== PROBLEM DETAILS ==
Find the string "lane" in the data, then copy every line where it is found.

_ _ _

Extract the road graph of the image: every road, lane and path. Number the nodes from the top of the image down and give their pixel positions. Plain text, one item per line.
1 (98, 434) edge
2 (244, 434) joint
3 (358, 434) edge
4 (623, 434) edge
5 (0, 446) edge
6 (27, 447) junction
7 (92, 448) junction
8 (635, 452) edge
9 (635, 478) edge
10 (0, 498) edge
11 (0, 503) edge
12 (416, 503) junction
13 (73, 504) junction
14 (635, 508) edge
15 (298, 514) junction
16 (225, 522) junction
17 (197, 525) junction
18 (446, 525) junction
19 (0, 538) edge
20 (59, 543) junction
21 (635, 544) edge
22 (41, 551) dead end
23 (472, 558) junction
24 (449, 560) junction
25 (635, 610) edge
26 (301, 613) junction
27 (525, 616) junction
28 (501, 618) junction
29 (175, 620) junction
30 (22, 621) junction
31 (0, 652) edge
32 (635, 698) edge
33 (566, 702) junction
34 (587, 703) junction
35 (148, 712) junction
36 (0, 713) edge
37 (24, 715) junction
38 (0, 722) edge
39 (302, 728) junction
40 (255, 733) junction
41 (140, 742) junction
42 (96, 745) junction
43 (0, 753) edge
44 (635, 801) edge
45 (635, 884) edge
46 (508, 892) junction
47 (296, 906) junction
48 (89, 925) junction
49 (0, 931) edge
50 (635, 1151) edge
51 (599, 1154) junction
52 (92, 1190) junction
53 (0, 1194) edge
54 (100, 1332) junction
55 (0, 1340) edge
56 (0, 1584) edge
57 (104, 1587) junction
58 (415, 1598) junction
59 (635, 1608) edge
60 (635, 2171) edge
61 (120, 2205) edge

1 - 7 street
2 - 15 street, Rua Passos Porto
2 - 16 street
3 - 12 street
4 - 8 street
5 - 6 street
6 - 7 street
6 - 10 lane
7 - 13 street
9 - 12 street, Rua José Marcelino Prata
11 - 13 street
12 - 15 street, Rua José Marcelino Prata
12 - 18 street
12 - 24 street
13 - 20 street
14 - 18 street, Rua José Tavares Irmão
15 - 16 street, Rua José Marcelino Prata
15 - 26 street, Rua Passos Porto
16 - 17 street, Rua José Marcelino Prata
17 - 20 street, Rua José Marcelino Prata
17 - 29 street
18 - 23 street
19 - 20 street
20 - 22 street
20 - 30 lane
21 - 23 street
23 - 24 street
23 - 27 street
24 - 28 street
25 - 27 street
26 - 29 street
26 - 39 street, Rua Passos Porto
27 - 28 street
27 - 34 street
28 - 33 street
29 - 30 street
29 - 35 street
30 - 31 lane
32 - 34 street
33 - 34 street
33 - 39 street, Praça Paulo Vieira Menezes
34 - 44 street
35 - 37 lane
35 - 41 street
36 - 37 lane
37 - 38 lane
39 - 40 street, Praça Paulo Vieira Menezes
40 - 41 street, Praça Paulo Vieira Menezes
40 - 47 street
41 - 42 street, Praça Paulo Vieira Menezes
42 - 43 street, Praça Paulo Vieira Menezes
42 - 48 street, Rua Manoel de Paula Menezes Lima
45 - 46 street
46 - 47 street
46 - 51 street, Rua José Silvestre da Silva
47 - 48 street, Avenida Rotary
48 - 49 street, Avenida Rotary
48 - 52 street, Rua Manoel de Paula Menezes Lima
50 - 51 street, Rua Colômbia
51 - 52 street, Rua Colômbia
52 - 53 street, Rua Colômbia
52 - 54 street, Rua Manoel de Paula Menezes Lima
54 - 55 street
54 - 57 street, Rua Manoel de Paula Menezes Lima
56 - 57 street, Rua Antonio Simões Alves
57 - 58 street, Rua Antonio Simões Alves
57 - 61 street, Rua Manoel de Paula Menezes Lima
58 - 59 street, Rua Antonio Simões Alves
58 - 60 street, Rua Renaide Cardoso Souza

_ _ _

== SOLUTION TO THIS EXERCISE ==
Extract the road graph of the image: every road, lane and path. Number the nodes from the top of the image down and give their pixel positions. Plain text, one item per line.
6 - 10 lane
20 - 30 lane
30 - 31 lane
35 - 37 lane
36 - 37 lane
37 - 38 lane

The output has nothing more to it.